Second place goes to Up the Downstair, which I consider the best work from their psychedelic phase.

Third place: probably Lightbulb Sun - but this is a difficult choice, as Stupid Dream and Recordings are very good also, and there are times when Signify is the only one that will hit the spot.

Least favourites:

- Deadwing (a couple of great songs, but also some dumb heavy rock songs)
- On the Sunday of Life (much of this is actually very good, but it's a real hodge-podge with a few throwaway tracks).

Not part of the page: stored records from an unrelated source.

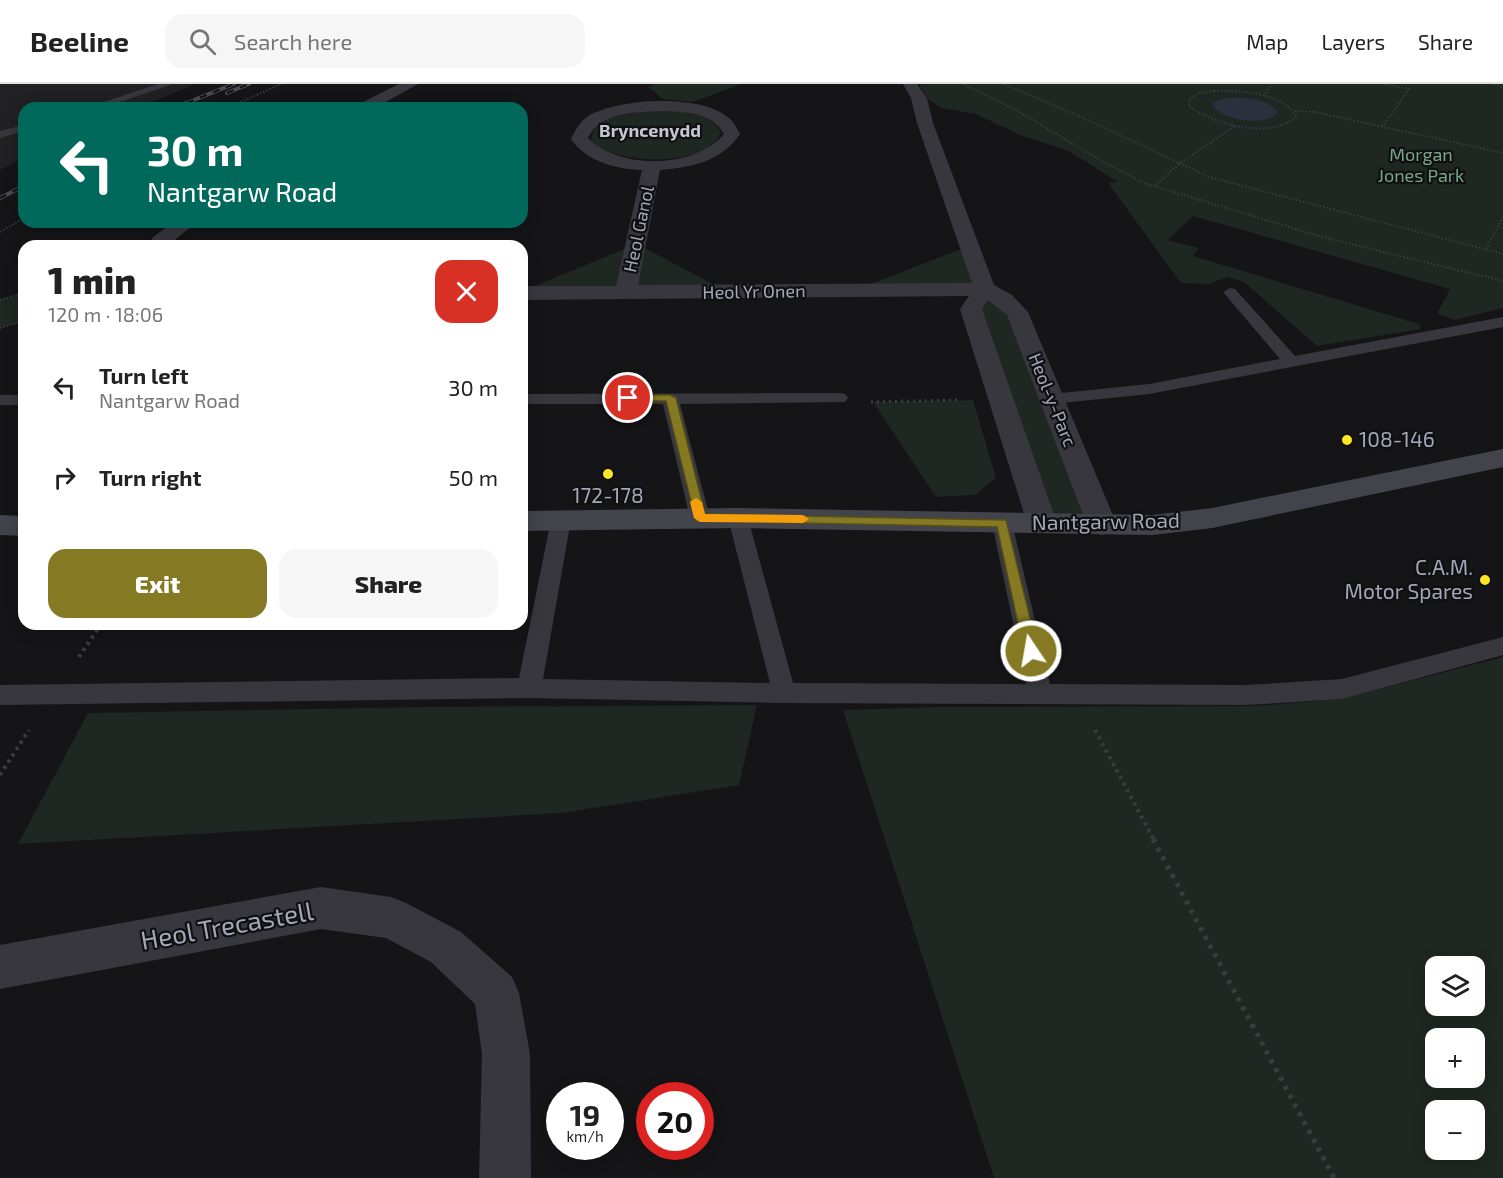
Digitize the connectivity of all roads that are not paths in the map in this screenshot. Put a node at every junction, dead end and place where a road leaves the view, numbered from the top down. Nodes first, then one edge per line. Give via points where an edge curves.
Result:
1 (168, 84) edge
2 (411, 84) edge
3 (910, 84) edge
4 (110, 102) edge
5 (375, 102) edge
6 (18, 130) edge
7 (0, 135) edge
8 (652, 165) junction
9 (178, 228) edge
10 (161, 240) edge
11 (985, 289) junction
12 (1230, 292) dead end
13 (528, 293) edge
14 (625, 293) junction
15 (1503, 322) edge
16 (1291, 362) junction
17 (670, 398) junction
18 (839, 398) road end
19 (528, 399) edge
20 (1052, 399) junction
21 (0, 400) edge
22 (18, 400) edge
23 (1503, 458) edge
24 (700, 518) junction
25 (738, 518) junction
26 (561, 520) junction
27 (528, 521) edge
28 (1002, 523) junction
29 (1042, 523) junction
30 (0, 525) edge
31 (1102, 525) junction
32 (18, 526) edge
33 (1503, 646) edge
34 (529, 688) junction
35 (784, 693) junction
36 (1040, 694) junction
37 (0, 695) edge
38 (0, 967) edge
39 (505, 1178) edge

1 - 4 lane
2 - 5 street
3 - 11 street via 919,98
6 - 7 lane
8 - 8 street, Heol Ganol via 698,159 717,152 728,143 732,134 729,125 704,111 660,106 612,113 582,129 579,139 585,149 600,157
8 - 14 street, Heol Ganol
9 - 10 street
11 - 14 street, Heol Yr Onen
11 - 20 street, Heol-y-Parc via 1017,312
11 - 29 street via 971,309
12 - 16 lane
13 - 14 street, Heol Yr Onen
15 - 16 lane
16 - 20 lane via 1149,389
17 - 18 lane
17 - 19 lane
17 - 24 lane
20 - 31 street, Heol-y-Parc
21 - 22 lane
23 - 31 main road, Nantgarw Road via 1212,518 1152,525
24 - 25 main road, Nantgarw Road
24 - 26 main road, Nantgarw Road
25 - 28 main road, Nantgarw Road
25 - 35 lane
26 - 27 main road, Nantgarw Road
26 - 34 lane
28 - 29 main road, Nantgarw Road
28 - 36 lane
29 - 31 main road, Nantgarw Road
30 - 32 main road
33 - 36 lane via 1342,689 1246,695
34 - 35 lane
34 - 37 lane
35 - 36 lane
38 - 39 street, Heol Trecastell via 321,908 391,918 446,947 495,993 506,1054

I'll post a few clips, but three or four songs can only go so far in giving an impression of this band. Bear in mind that Porcupine Tree are not like Status Quo or AC/DC, where if you have heard one song you know what the rest sound like. Every Porcupine Tree album has its own feel; in fact one could almost say that about each PT song.

---------------------------------------------------

There is much more to be said about Steven Wilson, his other band projects and his solo career, but one has to stop somewhere. i consider myself lucky to have seen Porcupine Tree perform live in Melbourne in 2010, as they have not performed since around that time and do not appear likely to.
#2
Up the Downstair - title track from the album.

Some spoken words from Richard Barbieri's wife Susan.

[video=youtube;kJNPFjdWA0c]https://www.youtube.com/watch?v=kJNPFjdWA0c[/video]
#3
Lightbulb Sun - title track from the album.

[video=youtube;3RoA-CMCy00]https://www.youtube.com/watch?v=3RoA-CMCy00[/video]
#4
Anesthetize - the monster 17-minute centrepiece from Fear of a Blank Planet.

[video=youtube;MSEQZ8reJA4]https://www.youtube.com/watch?v=MSEQZ8reJA4[/video]

This song has three distinct and very different parts, and is sometimes spoken of as three songs in one.